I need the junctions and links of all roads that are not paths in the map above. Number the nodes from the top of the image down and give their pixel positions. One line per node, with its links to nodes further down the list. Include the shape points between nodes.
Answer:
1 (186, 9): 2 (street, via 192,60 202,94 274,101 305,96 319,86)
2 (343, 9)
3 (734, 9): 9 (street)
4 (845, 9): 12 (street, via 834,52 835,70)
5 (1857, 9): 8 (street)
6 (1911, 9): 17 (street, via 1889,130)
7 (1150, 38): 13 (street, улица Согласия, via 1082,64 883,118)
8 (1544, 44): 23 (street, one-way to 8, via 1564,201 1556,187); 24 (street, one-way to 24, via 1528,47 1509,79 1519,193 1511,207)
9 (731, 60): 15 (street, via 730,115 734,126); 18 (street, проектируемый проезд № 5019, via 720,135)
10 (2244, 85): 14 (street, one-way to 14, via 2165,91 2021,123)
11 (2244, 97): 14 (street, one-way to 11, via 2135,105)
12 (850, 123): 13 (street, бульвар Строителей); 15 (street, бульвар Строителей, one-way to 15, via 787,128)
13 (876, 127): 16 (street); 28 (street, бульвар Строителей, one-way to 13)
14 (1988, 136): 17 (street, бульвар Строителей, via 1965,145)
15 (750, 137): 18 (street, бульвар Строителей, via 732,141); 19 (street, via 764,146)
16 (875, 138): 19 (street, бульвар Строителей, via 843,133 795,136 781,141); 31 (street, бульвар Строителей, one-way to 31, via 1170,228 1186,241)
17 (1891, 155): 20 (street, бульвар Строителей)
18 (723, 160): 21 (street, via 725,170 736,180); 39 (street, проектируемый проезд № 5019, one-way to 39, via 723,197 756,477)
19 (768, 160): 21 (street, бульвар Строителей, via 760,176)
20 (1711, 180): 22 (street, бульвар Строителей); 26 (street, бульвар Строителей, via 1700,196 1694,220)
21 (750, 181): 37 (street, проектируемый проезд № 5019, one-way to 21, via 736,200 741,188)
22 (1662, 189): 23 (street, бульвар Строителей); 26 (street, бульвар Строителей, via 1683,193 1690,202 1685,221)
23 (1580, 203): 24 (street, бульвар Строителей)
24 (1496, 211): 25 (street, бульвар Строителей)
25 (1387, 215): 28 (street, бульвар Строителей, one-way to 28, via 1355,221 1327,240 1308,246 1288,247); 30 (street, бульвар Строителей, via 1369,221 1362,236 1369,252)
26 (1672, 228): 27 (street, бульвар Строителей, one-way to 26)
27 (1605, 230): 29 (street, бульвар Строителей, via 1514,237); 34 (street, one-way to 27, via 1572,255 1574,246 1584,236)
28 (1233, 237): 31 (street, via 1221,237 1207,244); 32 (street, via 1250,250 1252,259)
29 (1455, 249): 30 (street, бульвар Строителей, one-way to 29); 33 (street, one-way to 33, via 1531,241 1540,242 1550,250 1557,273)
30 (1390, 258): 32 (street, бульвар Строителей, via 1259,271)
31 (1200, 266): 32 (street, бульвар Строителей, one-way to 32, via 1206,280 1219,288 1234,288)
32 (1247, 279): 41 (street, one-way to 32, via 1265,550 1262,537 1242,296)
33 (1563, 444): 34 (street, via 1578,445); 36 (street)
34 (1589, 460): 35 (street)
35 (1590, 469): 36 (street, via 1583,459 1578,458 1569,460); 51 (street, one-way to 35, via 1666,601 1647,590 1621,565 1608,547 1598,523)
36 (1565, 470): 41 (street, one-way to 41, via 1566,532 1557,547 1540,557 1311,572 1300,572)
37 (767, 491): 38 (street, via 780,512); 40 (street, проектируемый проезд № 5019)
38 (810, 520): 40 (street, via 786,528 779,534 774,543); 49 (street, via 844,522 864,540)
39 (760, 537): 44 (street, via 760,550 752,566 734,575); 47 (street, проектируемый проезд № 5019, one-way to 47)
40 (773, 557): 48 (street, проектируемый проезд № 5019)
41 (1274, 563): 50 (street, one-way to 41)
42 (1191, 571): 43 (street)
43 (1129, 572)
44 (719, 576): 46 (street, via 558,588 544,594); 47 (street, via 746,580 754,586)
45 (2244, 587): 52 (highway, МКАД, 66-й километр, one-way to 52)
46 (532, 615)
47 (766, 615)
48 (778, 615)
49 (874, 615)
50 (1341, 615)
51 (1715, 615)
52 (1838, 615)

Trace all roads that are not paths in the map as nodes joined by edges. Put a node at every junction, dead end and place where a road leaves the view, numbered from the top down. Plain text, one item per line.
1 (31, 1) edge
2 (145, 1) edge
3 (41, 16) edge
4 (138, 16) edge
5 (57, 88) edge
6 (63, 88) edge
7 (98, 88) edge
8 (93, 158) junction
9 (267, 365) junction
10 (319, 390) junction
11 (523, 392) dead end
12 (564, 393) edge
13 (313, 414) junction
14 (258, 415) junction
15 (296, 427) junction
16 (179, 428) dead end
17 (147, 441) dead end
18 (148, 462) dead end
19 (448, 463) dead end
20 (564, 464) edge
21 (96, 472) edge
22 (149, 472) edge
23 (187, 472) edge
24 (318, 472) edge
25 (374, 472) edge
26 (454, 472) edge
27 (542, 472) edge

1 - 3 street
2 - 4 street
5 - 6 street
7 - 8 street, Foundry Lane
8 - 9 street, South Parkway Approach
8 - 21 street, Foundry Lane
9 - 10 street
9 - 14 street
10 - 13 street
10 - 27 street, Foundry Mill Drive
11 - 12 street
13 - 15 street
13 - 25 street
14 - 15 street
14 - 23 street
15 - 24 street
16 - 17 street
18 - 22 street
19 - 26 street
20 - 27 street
◇ ◇ ◇
The lines you need run from the one containing "Trace all roads" to the end of the listing. Output exactly those, both ends included.

[Solved problem]
Trace all roads that are not paths in the map as nodes joined by edges. Put a node at every junction, dead end and place where a road leaves the view, numbered from the top down. Plain text, one item per line.
1 (31, 1) edge
2 (145, 1) edge
3 (41, 16) edge
4 (138, 16) edge
5 (57, 88) edge
6 (63, 88) edge
7 (98, 88) edge
8 (93, 158) junction
9 (267, 365) junction
10 (319, 390) junction
11 (523, 392) dead end
12 (564, 393) edge
13 (313, 414) junction
14 (258, 415) junction
15 (296, 427) junction
16 (179, 428) dead end
17 (147, 441) dead end
18 (148, 462) dead end
19 (448, 463) dead end
20 (564, 464) edge
21 (96, 472) edge
22 (149, 472) edge
23 (187, 472) edge
24 (318, 472) edge
25 (374, 472) edge
26 (454, 472) edge
27 (542, 472) edge

1 - 3 street
2 - 4 street
5 - 6 street
7 - 8 street, Foundry Lane
8 - 9 street, South Parkway Approach
8 - 21 street, Foundry Lane
9 - 10 street
9 - 14 street
10 - 13 street
10 - 27 street, Foundry Mill Drive
11 - 12 street
13 - 15 street
13 - 25 street
14 - 15 street
14 - 23 street
15 - 24 street
16 - 17 street
18 - 22 street
19 - 26 street
20 - 27 street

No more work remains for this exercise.